Blog Post

What is Women's Intuition?

RS writes: "I am reading self-help books about personal safety.  The books stress the importance of intuition. Problem is, I had an intuition that the safety of my child was compromised but when I asked the (very young, not easy to converse with age) child they said nothing happened.  But what about what my intuition said?  I'm in such a worry.  Is intuition real?  Is it a God given thing?  Since we are not perfect and don't know everything, how can my intuition or gut tell me things?  Where did the use of 'mother's intuition' begin?  Is intuition new age?" 

This is a fantastic question and one that I was eager to research.

First of all, so-called feminine intuition is not New Age or occult-based. It may have begun as an old-wives-tale or a superstition, but it has long since been supported by science.

For instance, a 2008 study published in the British Journal of Psychology defined intuition as what happens when the brain draws on past experiences and external cues to make a decision -- but it happens so fast that the reaction is at an unconscious level. It's what we call a "gut instinct."

Men have this capability too, but women are much better at it simply because of their very nature, which makes it easier for them to pick up on the subtle emotional messages being sent by others.

So where does it come from? As Lou Cozolino, Ph.D.  writes in this article, "There is a great deal of incoming information and interpersonal processing taking place outside of conscious awareness in the neural networks that organize emotion and sensory and somatic information. This is how we come to know things without knowing we know them."

In other words, our brains are always at work gathering information that we may not realize until after the fact.

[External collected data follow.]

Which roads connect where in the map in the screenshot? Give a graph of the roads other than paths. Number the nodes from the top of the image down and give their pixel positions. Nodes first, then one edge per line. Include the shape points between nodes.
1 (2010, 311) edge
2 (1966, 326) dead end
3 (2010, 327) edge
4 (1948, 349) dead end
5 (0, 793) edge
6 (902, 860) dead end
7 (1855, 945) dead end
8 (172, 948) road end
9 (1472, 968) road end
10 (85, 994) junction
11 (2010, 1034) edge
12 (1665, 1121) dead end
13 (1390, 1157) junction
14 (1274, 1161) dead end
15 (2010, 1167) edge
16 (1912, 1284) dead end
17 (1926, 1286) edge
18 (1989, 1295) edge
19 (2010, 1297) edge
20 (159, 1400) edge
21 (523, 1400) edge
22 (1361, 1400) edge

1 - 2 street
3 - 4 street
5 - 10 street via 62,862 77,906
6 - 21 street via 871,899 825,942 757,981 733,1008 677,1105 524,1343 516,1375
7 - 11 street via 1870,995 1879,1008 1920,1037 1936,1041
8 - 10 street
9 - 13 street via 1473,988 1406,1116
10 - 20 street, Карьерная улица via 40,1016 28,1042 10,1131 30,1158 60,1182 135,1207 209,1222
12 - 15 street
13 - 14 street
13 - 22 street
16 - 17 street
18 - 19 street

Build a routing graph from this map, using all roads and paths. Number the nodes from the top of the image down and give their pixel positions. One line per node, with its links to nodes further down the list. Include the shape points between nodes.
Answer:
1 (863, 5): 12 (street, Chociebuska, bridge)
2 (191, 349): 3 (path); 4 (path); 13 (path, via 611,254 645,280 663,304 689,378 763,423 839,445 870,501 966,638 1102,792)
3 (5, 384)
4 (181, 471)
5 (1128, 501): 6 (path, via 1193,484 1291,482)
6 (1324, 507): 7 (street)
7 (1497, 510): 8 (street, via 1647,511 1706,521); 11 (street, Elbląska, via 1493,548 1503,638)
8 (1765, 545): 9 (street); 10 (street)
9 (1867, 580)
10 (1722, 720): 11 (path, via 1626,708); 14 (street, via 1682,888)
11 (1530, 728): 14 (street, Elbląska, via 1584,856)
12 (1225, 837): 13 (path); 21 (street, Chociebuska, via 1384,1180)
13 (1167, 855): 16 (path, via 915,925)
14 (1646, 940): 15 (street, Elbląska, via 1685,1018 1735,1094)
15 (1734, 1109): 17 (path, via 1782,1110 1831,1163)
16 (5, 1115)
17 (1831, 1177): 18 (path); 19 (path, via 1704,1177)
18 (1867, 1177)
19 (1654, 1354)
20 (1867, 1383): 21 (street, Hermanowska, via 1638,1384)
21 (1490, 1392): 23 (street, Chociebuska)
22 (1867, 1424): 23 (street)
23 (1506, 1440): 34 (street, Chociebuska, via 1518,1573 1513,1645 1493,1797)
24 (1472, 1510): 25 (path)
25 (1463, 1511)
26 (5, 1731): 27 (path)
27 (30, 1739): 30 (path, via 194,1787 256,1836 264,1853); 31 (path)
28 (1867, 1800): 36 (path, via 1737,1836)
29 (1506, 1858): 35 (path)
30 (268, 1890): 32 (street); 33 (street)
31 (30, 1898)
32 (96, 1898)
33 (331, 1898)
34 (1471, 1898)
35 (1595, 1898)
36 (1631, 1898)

"Often, in retrospect, after something has gone wrong, we begin to become aware of all the indications that were drowned out or ignored within the stream of conscious processing," Dr. Cozolino writes. "These clues, only vaguely recognized and mostly unattended to at the time, gain meaning and clarity in the rearview mirror. They are appraisals of the world around us that we often don’t even realize that we’re making. Sometimes they manifest in the body as a stomach ache or muscle tension; other times there is simply an unidentified feeling about what you should or shouldn’t do. In the words of Jonas Salk, 'Intuition will tell the thinking mind where to look next.'”

Because intuition happens in the brain and happens so fast, we tend to see it as nothing more than a sudden general feeling that something is right or wrong.

“People usually experience true intuition when they are under severe time pressure or in a situation of information overload or acute danger, where conscious analysis of the situation may be difficult or impossible,” says Professor Gerard Hodgkinson in this article. 

He uses the example of a race car driver who felt an overwhelming desire to hit the brakes just before rounding a bend on the track where a huge accident had just taken place.

“The driver couldn’t explain why he felt he should stop, but the urge was much stronger than his desire to win the race,” explains Professor Hodgkinson. “The driver underwent forensic analysis by psychologists afterwards, where he was shown a video to mentally relive the event. In hindsight he realized that the crowd, which would have normally been cheering him on, wasn’t looking at him coming up to the bend but was looking the other way in a static, frozen way. That was the cue. He didn’t consciously process this, but he knew something was wrong and stopped in time.”

All intuitive experiences are based on the instantaneous evaluation of such internal and external cues, Professor Hodgkinson believes, but he won't speculate on whether intuitive decisions are necessarily the right ones.

“Humans clearly need both conscious and non-conscious thought processes, but it’s likely that neither is intrinsically ‘better’ than the other,” he says.

In the case of RS, she is concerned about getting her intuition wrong, but she needn't worry. It's only logical that the kind of strong emotions, such as fear, desire or panic, that can overcome a mother who is concerned about the safety of her child can be mistaken for intuition when it really isn't. These fears may have been prompted by her imagination, mood, physical condition, or even a spirit of oppression.

The bottom line is that it's never a bad idea to listen to that inner voice, particularly when one is sensing danger. If you listen to it and you are wrong, you have lost nothing. But if you ignore it and are proven right, you will forever regret not listening to it.